Current research is looking at ways in which genes and environments might work together. For example, a child who is genetically very shy and sensitive, might become a target for bullies. In turn, being bullied (part of the environment) might increase his/her anxiety.
Prevention
In more recent years, scientists have started to think that it might be possible to prevent people from developing problems with anxiety before they happen. There have been some real advances here – although we are still a long way from being able to properly prevent this problem.
One type of prevention has focused on teaching practical skills (such as problem-solving) to all of the children in a school year or even across a school. These programs are often delivered by the school teachers. Effects have been small, but nonetheless, these programs have started to show some real reduction in both anxiety and depression up to one year later.

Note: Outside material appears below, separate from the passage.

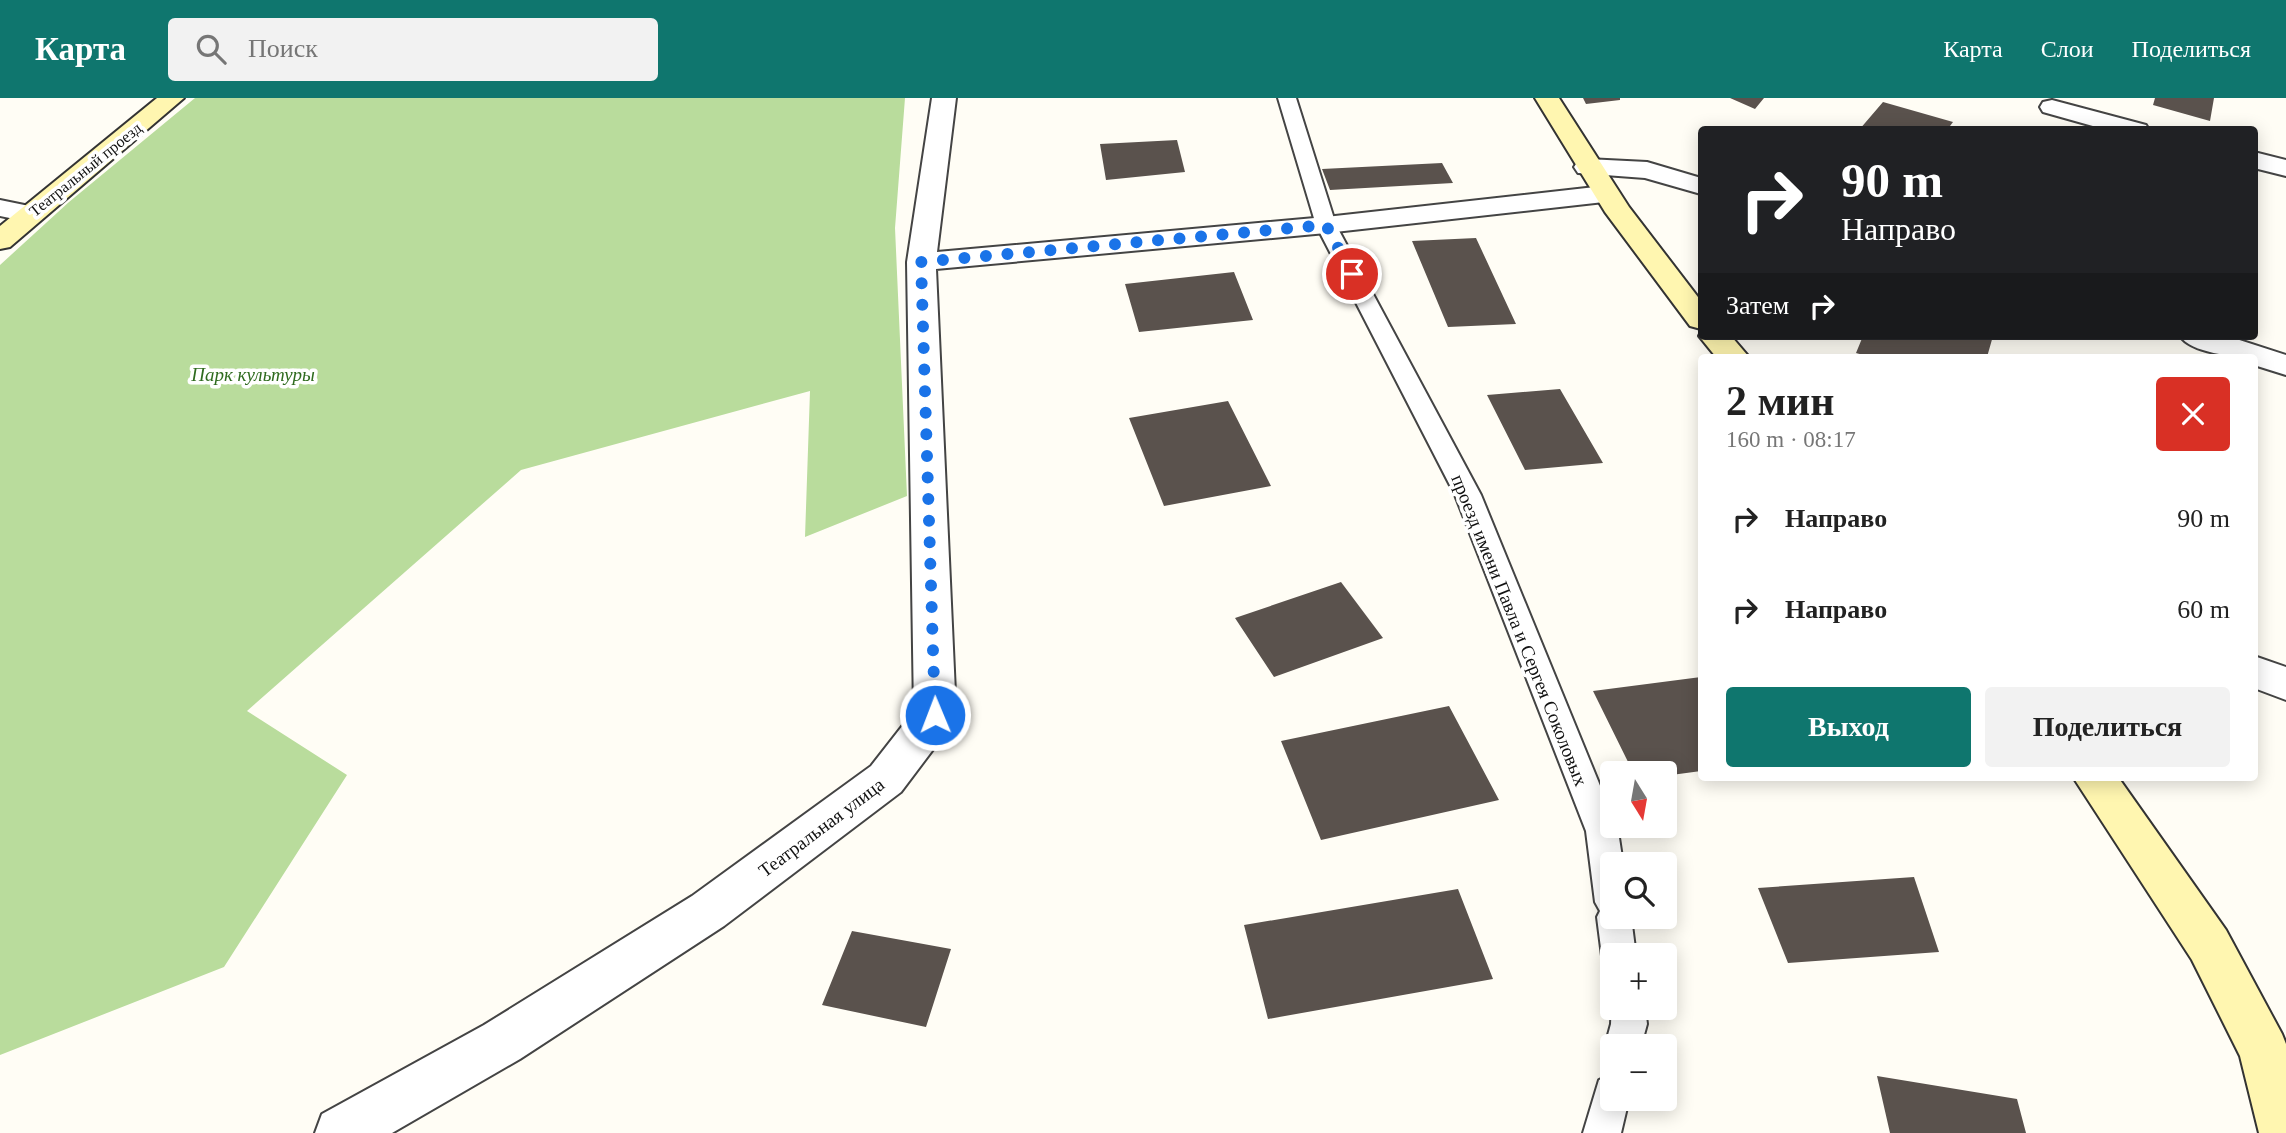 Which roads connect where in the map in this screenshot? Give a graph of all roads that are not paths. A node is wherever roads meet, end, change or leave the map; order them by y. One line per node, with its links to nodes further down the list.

Another form of prevention has tried to identify those children who might be at higher risk for later anxiety (and depression). As we mentioned above, two risk factors include having a shy, withdrawn temperament or having overprotective or negative interactions with parents. Very little research has been aimed at this form of prevention, but some results are very promising. In one of the biggest studies, teaching practical skills to the parents of very shy pre-school children, led to fewer anxiety and depression disorders 11 years later (when those children reached their middle teens).
A third type of prevention has focused on selecting those people (usually school-age) who are already showing some signs of anxiety. These studies are usually run in schools and use questionnaires to identify young people who have high(ish) anxiety, but not necessarily an anxiety disorder. These studies have shown some of the biggest effects that last up to one year later, but again, overall effects are not large.
Treatment
Treatments for anxiety have not changed dramatically in many years. But research continues to refine the treatments and to show which ones work. We now have a lot of evidence that cognitive behaviour therapy (CBT) works very well for people with anxiety disorders at all ages (younger, adult, older adult). Following CBT around 50% of people with anxiety disorders reduce their symptoms to the level of the general population. Of course, even among the remaining 50%, many of them show very good improvements. Other forms of psychological treatment have not been shown to work as well. This doesn’t mean they won’t work for some individuals but, either we don’t yet have the evidence, or their effects in general seem smaller.
Medications for anxiety have also been widely tested and show good results. The most widely studied are the antidepressants, especially those referred to as SSRIs. These medications work well for anxiety and their effects are roughly similar to CBT. Other medications also work, especially one group referred to as benzodiazepines (one example is Valium). However, because they have a higher risk for abuse, they are usually recommended as a second choice.
Ending
The paper finished with a detailed look at some of the newer and more experimental areas that are being explored for anxiety disorders. There are new and exciting possibilities in understanding the mechanisms and causes of anxiety, in the prevention of anxiety, and in its treatment. At this stage few of these directions has yet built up enough evidence to use them in any meaningful way or to recommend them to the public. The main exception is the use of distance therapies – that is, CBT that is run over the internet, via telephone, or through apps. These methods of distributing treatment are starting to be very well tested and they seem to show effects that are as good, or almost as good, as CBT in a therapist’s office. Their two biggest advantages are 1) they can be delivered to people anywhere (including rural and remote parts of Australia), and 2) they usually require less time from a therapist making them cheaper and easier to use within our public health systems.